There are many modes of transport in Costa Rica but the country's infrastructure has suffered from a lack of maintenance and new investment. There is an extensive road system of more than 30,000 kilometers, although much of it is in disrepair; this also applies to ports, railways and water delivery systems. According to a 2016 U.S. government report, investment from China that attempted to improve the infrastructure found the "projects stalled by bureaucratic and legal concerns".

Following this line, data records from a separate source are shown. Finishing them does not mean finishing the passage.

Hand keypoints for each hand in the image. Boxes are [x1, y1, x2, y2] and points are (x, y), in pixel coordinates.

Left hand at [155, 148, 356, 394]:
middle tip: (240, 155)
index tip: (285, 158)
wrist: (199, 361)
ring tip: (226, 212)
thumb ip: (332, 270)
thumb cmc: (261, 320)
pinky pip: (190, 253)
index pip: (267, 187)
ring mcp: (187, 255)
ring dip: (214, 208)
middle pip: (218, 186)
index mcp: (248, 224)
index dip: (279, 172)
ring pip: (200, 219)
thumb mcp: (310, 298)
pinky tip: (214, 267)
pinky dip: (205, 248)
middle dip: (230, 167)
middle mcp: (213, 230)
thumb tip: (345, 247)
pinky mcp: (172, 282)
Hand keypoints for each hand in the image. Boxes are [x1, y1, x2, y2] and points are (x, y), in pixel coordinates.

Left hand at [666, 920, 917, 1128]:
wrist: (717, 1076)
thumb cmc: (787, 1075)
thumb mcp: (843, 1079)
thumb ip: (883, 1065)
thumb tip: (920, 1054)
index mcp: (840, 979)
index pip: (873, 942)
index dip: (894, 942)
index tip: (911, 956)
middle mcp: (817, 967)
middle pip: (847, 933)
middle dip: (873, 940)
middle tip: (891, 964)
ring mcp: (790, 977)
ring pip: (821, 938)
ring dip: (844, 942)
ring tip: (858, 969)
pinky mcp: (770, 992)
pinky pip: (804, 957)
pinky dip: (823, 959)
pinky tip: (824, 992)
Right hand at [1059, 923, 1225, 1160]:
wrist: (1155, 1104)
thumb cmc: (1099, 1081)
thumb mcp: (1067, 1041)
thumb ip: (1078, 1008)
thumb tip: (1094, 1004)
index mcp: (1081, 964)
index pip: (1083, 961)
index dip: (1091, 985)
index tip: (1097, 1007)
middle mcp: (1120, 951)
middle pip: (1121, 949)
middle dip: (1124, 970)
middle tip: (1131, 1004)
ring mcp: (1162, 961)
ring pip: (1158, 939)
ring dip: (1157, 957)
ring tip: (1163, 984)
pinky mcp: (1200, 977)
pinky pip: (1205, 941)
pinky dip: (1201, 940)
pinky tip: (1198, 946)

Most parts of the country are accessible by road. The main highland cities in the country's Central Valley are connected by paved all-weather roads with the Atlantic and Pacific coasts and by the Pan American Highway with Nicaragua and Panama, the neighboring countries to the north and to the south. Costa Rica's ports are struggling to keep pace with growing trade. They have insufficient capacity, and their equipment is in poor condition. The railroad didn't function for several years, until recent government effort to reactivate it for city transportation. An August 2016 OECD report provided this summary: "The road network is extensive but of poor quality, railways are in disrepair and only slowly being reactivated after having been shut down in the 1990s. Seaports’ quality and capacity are deficient. Internal transportation overly relies on private road vehicles as the public transport system, especially railways, is inadequate."

==Railways==

- total: 278 km
- narrow gauge: 278 km of gauge (260 km electrified)

==Road transportation==

The road system in Costa Rica is not as developed as it might be expected for such a country. However, there are some two-lane trunk roads with restricted access under development.

- Total: 35330 km
- Paved: 8621 km
- Unpaved: 26709 km

===National road network===
The Ministry of Public Works and Transport (MOPT), along with the National Road Council (Conavi), are the government organizations in charge of national road nomenclature and maintenance.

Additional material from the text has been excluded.